Mayborn, Pulitzer celebrate journalism at UNT
Ray Moseley, 83, spent his time in college working at The Chat, the student paper of North Texas State College, now the University of North Texas.
The work prepared him for life as a foreign correspondent for United Press International and the Chicago Tribune. In 1982 while working for the Tribune, he was named a finalist for the international reporting Pulitzer Prize, for a series he wrote about Africa.
As he sat on a stage at UNT’s new Union building alongside five other Pulitzer Prize finalists in the first of two panels Thursday night, Moseley spoke slowly and with conviction as he gave an audience of students, faculty and community members a glimpse into his career and how to think about journalism.
“In the last few years, I think the world and this country as well, have been going through a developing crisis, which reminds me in many ways of the crisis of the 1930s,” he told the audience. “I think it’s incumbent and a challenge on a journalist to deal with these situations — it’s quite a heavy responsibility.”
The gathering lasted almost three hours to celebrate the 100th anniversary of the Pulitzer Prize and 100 years of student media on the UNT campus.
The event was hosted by the Frank W. and Sue Mayborn School of Journalism.
A first panel of finalists included Moseley and other Pulitzer finalists, followed by a second panel of Pulitzer winners. Panelists included Gayle Reaves, who won her Pulitzer in 1994 and served for several years as the editor of the Fort Worth Weekly, and Kalani Gordon, who graduated from Mayborn in 2012 and was a finalist for the breaking news Pulitzer this year along with the rest of the Baltimore Sun staff.

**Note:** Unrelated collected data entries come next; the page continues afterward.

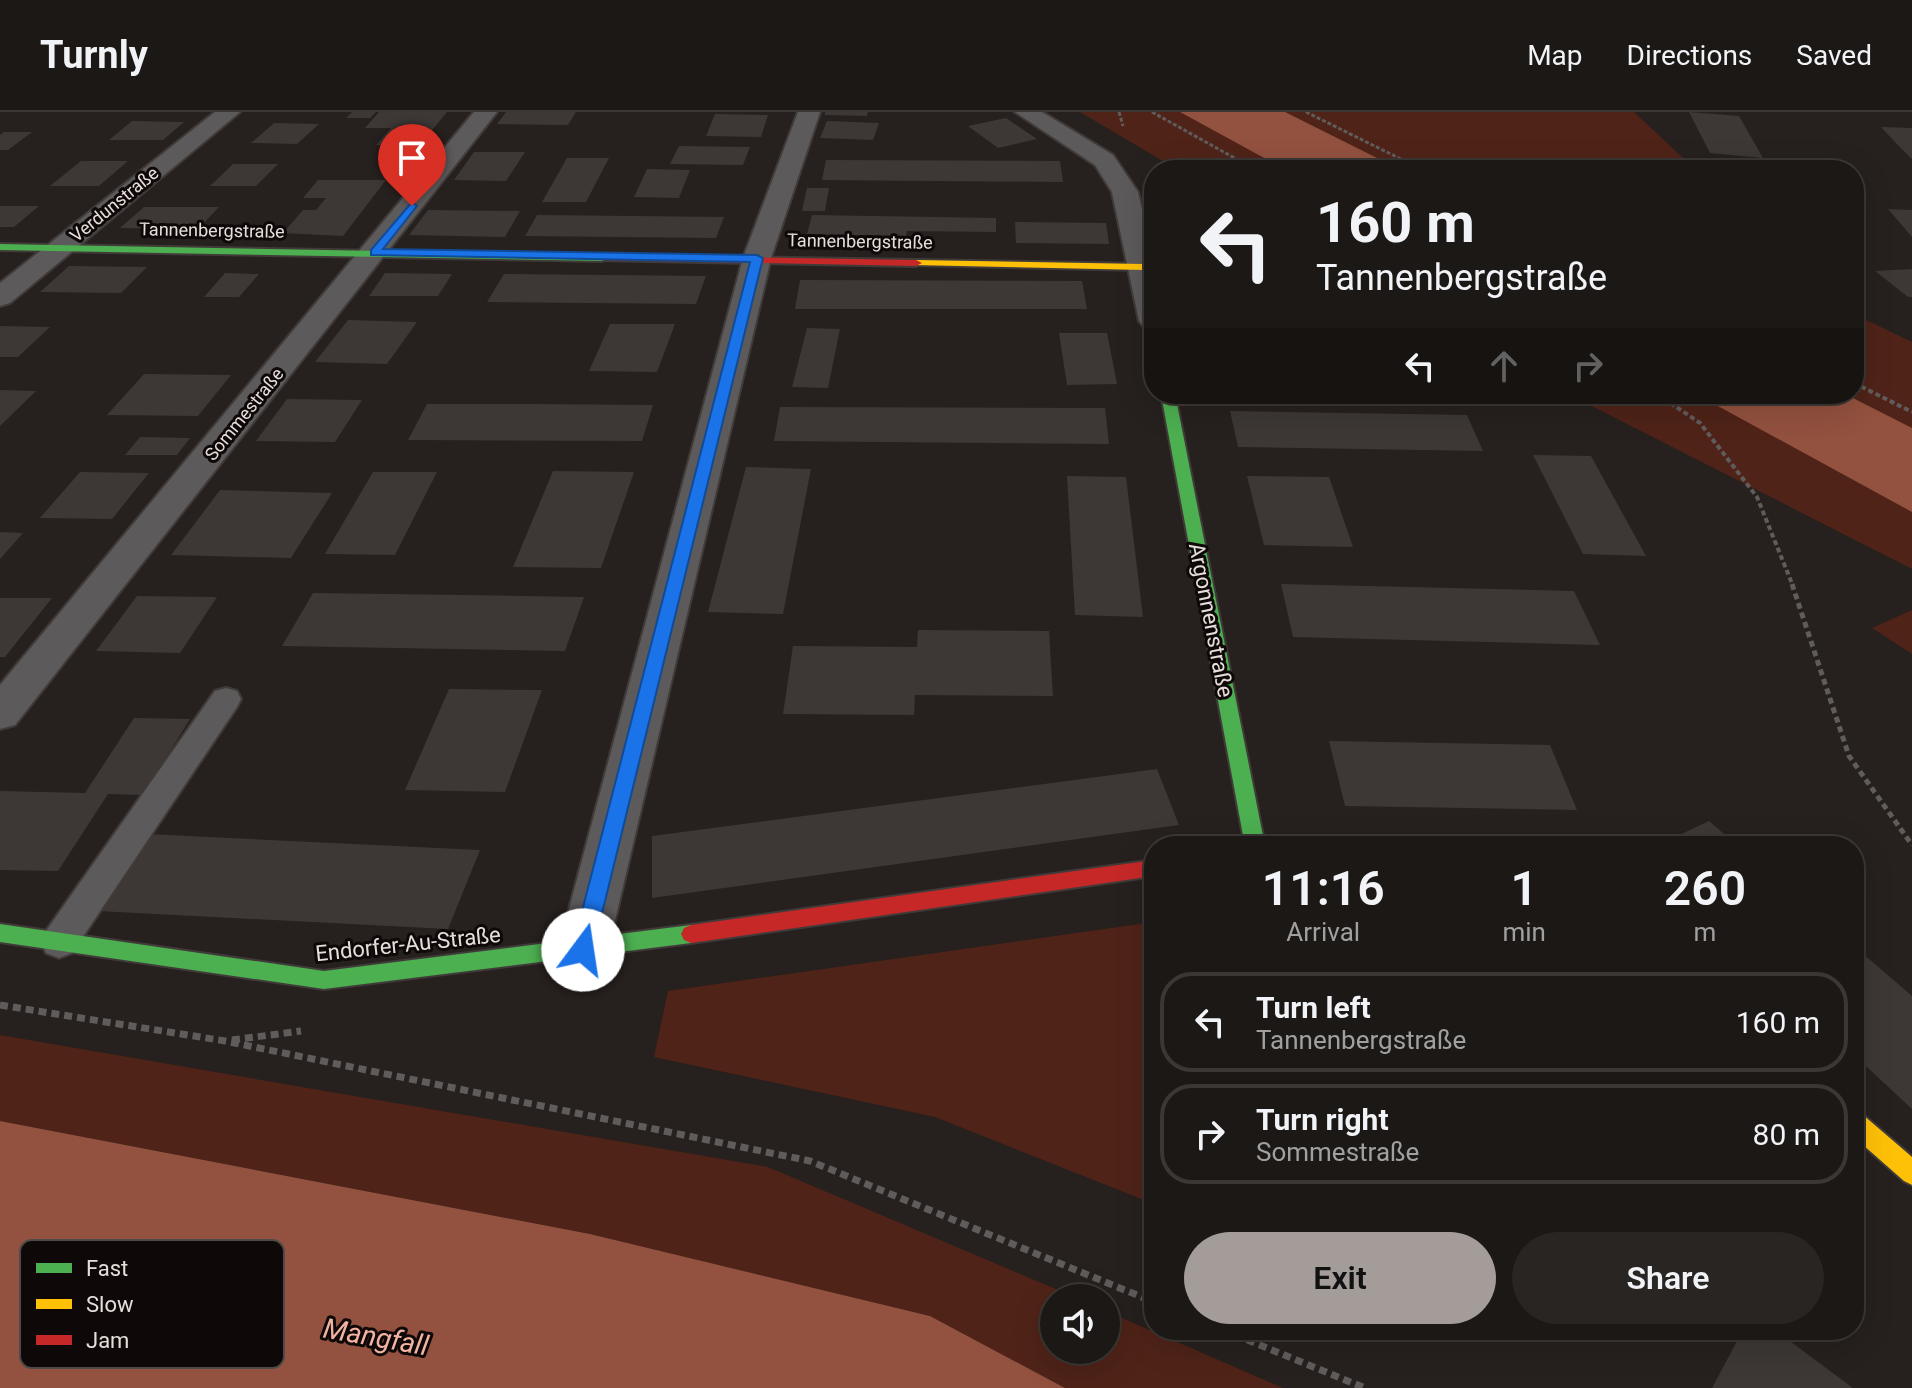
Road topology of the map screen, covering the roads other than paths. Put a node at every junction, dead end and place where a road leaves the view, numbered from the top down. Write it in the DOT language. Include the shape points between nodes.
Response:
graph roads {
  1 [pos="229,112"];
  2 [pos="486,112"];
  3 [pos="809,112"];
  4 [pos="1026,112"];
  5 [pos="0,247"];
  6 [pos="61,247"];
  7 [pos="375,252"];
  8 [pos="757,258"];
  9 [pos="1144,267"];
  10 [pos="0,297"];
  11 [pos="1170,404"];
  12 [pos="226,699"];
  13 [pos="0,714"];
  14 [pos="1253,836"];
  15 [pos="1144,869"];
  16 [pos="0,933"];
  17 [pos="59,942"];
  18 [pos="583,950"];
  19 [pos="1864,1131"];
  20 [pos="1912,1173"];
  1 -- 6 [label="street, Verdunstraße"];
  2 -- 7 [label="street, Sommestraße"];
  3 -- 8 [label="street"];
  4 -- 9 [label="street" via="1104,160 1125,192"];
  5 -- 6 [label="street, Tannenbergstraße"];
  6 -- 7 [label="street, Tannenbergstraße"];
  6 -- 10 [label="street, Verdunstraße"];
  7 -- 8 [label="street, Tannenbergstraße"];
  7 -- 13 [label="street, Sommestraße"];
  8 -- 9 [label="street, Tannenbergstraße"];
  8 -- 18 [label="street"];
  11 -- 14 [label="street, Argonnenstraße"];
  12 -- 17 [label="lane"];
  15 -- 18 [label="street, Endorfer-Au-Straße"];
  16 -- 17 [label="street, Endorfer-Au-Straße"];
  17 -- 18 [label="street, Endorfer-Au-Straße" via="324,980"];
  19 -- 20 [label="street"];
}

Questions centered on the stories they covered, and primarily students asked the follow-ups during question-and-answer sessions. Big talkers included how being a journalist impacts the way they view humanity, and how their work has impacted the world around them.
The panelists also talked about how technology has changed how reporters do their jobs and the industry itself, but they remained optimistic about the industry overall because of the importance of keeping the public informed and engaged.
“I don’t know what’s going to come at the other end of this terminal we’re all in with journalism, but clearly the desire and need, people’s appetite for news, is as great as it ever was,” Reaves said. “God knows the need for journalism to do its job is great, if not greater, than ever.”